(SUPPLIED RECORDS):
____________
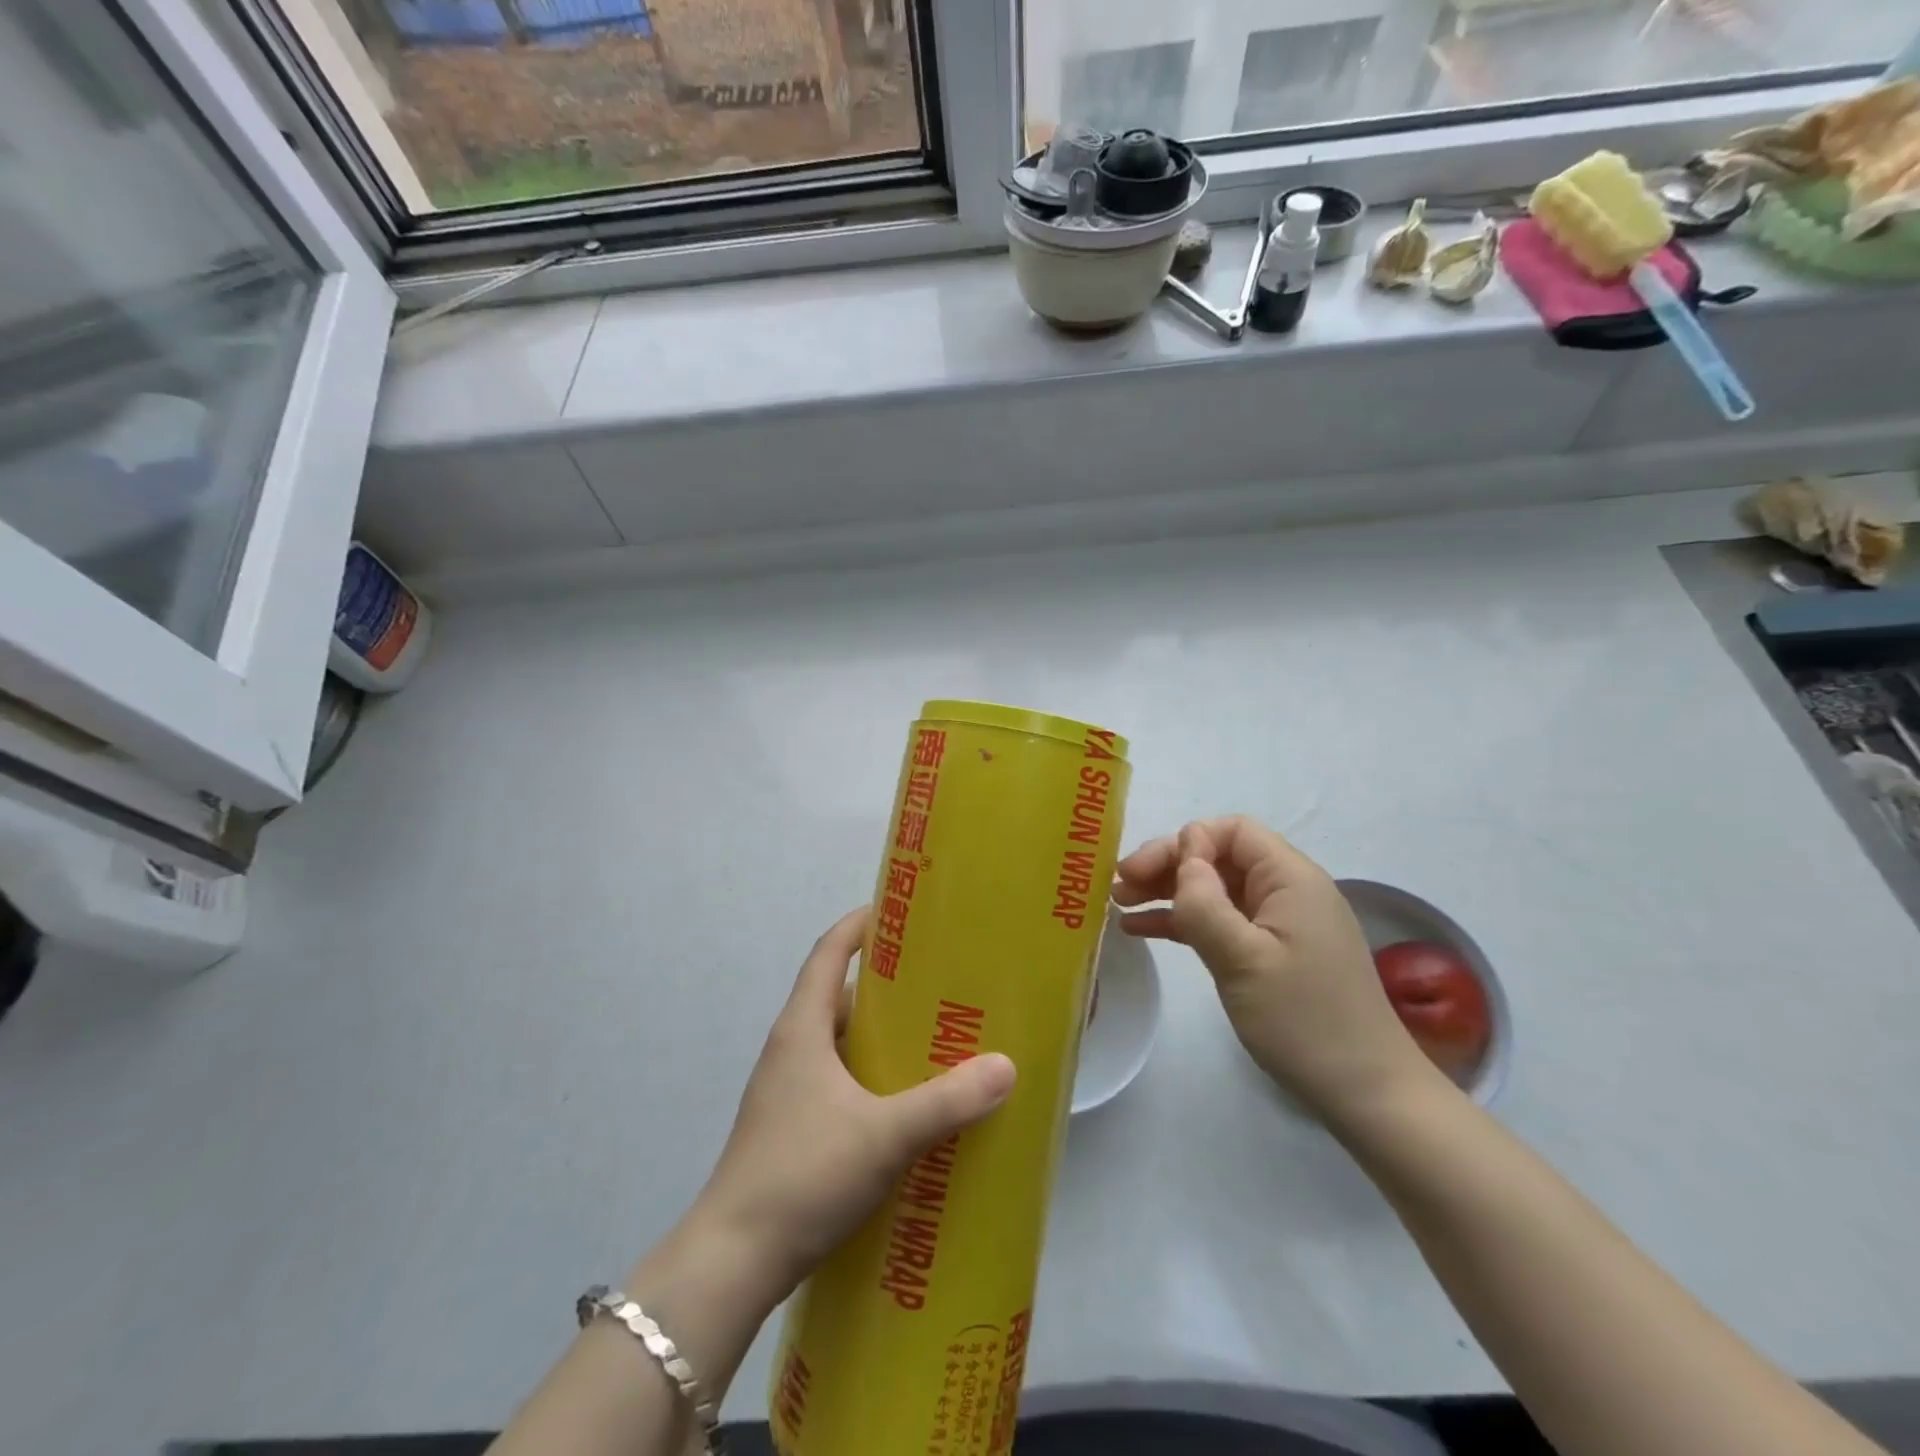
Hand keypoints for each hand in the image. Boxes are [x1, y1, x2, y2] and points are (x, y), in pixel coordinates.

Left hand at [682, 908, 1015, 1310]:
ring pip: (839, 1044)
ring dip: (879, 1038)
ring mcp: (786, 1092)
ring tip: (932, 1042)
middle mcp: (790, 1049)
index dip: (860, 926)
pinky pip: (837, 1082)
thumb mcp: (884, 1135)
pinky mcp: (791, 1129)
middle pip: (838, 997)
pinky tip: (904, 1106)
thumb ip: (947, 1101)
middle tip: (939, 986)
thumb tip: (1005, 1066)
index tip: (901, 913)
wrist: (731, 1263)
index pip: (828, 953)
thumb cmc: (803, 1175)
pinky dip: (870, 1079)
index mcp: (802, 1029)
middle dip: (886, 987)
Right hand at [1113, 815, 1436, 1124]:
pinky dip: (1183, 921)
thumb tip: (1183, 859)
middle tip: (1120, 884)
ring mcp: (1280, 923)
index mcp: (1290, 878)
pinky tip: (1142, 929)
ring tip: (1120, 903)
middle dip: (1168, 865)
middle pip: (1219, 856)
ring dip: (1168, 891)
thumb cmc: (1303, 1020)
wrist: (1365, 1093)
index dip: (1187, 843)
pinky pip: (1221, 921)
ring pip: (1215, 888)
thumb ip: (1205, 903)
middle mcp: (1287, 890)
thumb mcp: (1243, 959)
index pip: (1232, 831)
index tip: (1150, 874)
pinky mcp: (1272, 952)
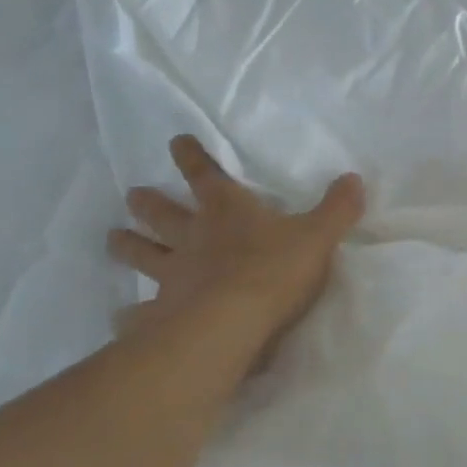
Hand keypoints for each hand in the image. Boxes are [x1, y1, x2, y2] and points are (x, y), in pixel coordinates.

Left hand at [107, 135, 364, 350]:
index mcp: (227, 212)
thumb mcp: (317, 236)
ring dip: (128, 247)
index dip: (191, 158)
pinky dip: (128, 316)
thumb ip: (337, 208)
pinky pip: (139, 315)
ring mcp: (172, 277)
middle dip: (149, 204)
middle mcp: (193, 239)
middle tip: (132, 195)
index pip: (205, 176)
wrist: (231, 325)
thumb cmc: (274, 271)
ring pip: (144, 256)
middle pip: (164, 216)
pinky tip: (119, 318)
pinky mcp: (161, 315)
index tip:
____________
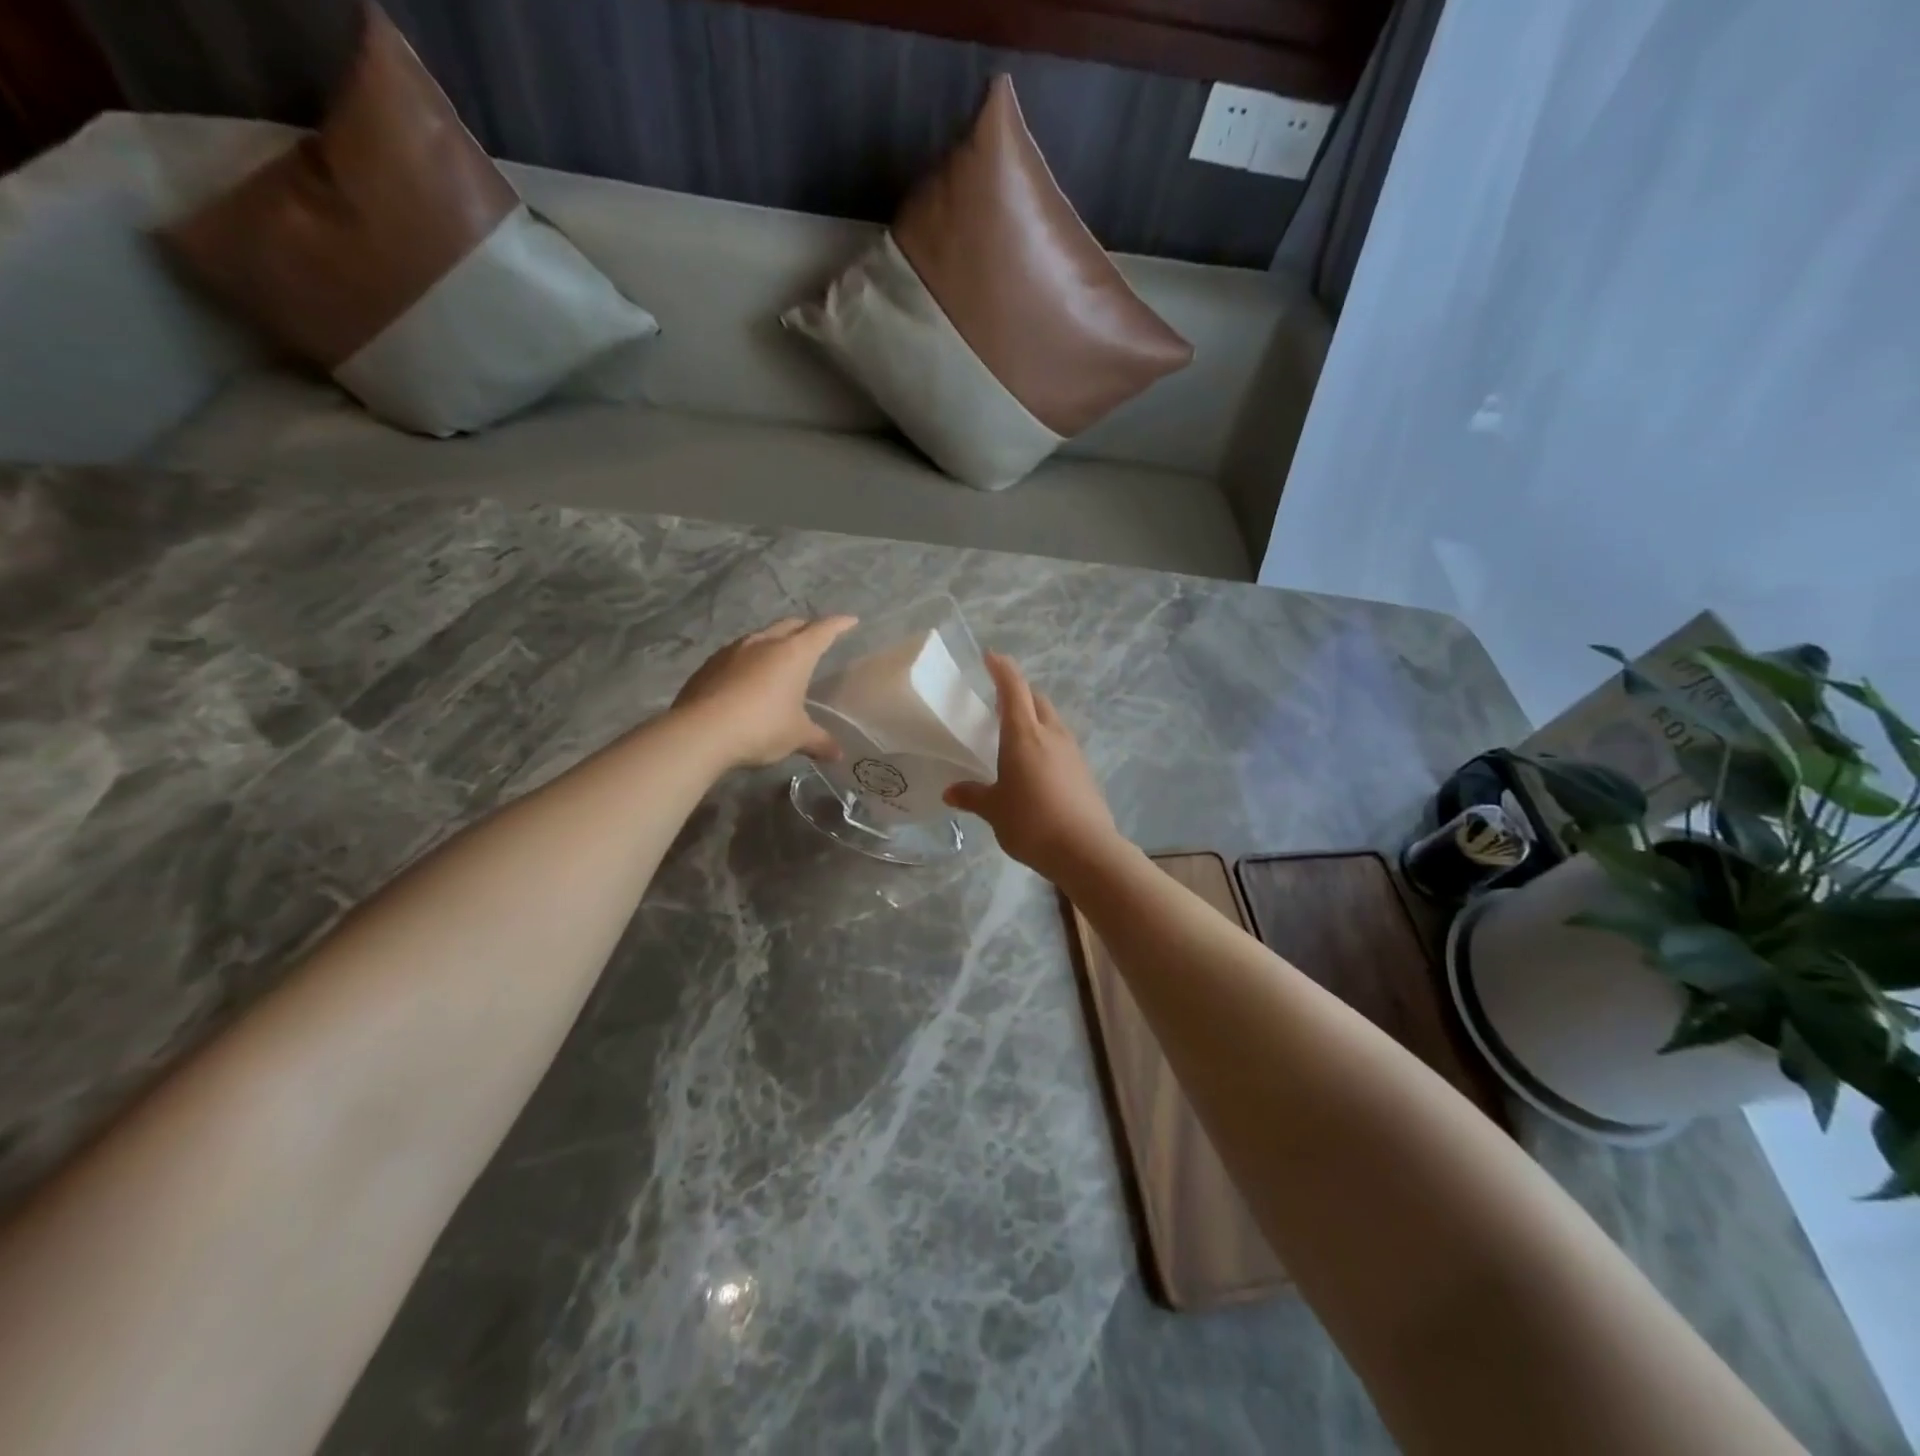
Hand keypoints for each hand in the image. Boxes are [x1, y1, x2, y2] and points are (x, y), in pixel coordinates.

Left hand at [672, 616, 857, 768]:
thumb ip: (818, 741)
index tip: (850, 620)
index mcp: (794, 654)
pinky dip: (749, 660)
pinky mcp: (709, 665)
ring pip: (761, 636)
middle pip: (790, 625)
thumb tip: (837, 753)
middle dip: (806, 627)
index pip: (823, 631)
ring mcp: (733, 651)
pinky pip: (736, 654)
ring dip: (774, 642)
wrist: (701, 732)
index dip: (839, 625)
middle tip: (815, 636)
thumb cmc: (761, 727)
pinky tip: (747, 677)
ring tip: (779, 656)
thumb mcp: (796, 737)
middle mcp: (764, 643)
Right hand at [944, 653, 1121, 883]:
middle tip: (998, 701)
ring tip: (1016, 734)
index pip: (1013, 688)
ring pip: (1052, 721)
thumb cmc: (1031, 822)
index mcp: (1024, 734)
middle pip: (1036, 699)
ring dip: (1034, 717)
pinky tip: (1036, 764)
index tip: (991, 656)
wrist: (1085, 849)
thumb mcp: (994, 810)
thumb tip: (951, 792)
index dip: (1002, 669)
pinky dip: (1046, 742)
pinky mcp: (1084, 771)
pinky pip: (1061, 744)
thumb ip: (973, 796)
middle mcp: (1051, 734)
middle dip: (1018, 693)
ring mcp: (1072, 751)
____________
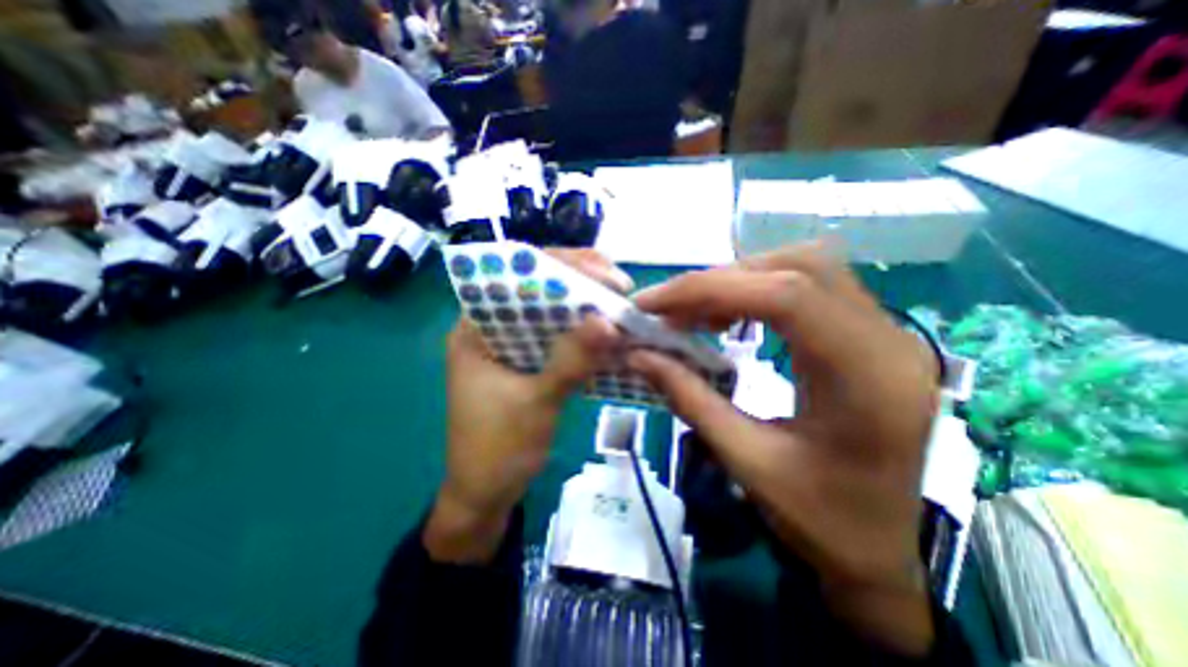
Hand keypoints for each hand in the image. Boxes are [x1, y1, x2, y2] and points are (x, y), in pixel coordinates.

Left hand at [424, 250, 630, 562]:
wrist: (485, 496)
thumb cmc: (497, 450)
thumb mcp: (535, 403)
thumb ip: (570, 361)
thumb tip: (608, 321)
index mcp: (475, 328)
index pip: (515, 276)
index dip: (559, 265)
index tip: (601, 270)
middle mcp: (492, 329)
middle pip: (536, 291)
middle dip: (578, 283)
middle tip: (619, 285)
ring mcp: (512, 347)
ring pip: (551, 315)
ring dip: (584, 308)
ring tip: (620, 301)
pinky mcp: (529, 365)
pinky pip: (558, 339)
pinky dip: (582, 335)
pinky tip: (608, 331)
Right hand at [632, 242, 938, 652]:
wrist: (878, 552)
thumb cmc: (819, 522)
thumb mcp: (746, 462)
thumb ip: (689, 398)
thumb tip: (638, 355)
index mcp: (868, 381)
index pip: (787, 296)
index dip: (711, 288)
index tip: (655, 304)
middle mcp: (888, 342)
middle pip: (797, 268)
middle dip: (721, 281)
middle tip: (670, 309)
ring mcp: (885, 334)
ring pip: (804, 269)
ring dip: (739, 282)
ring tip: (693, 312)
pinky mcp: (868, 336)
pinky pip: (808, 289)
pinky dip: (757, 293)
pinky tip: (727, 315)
____________
(TASK ITEM):
Please find the lines in the data that contain the word "Left" and copy them.

(SOLUTION):
Left hand at [682, 908, 1015, 1310]:
Left hand at [107, 135, 364, 350]:
Left hand at [672, 616, 857, 768]:
Left hand at [424, 250, 630, 562]:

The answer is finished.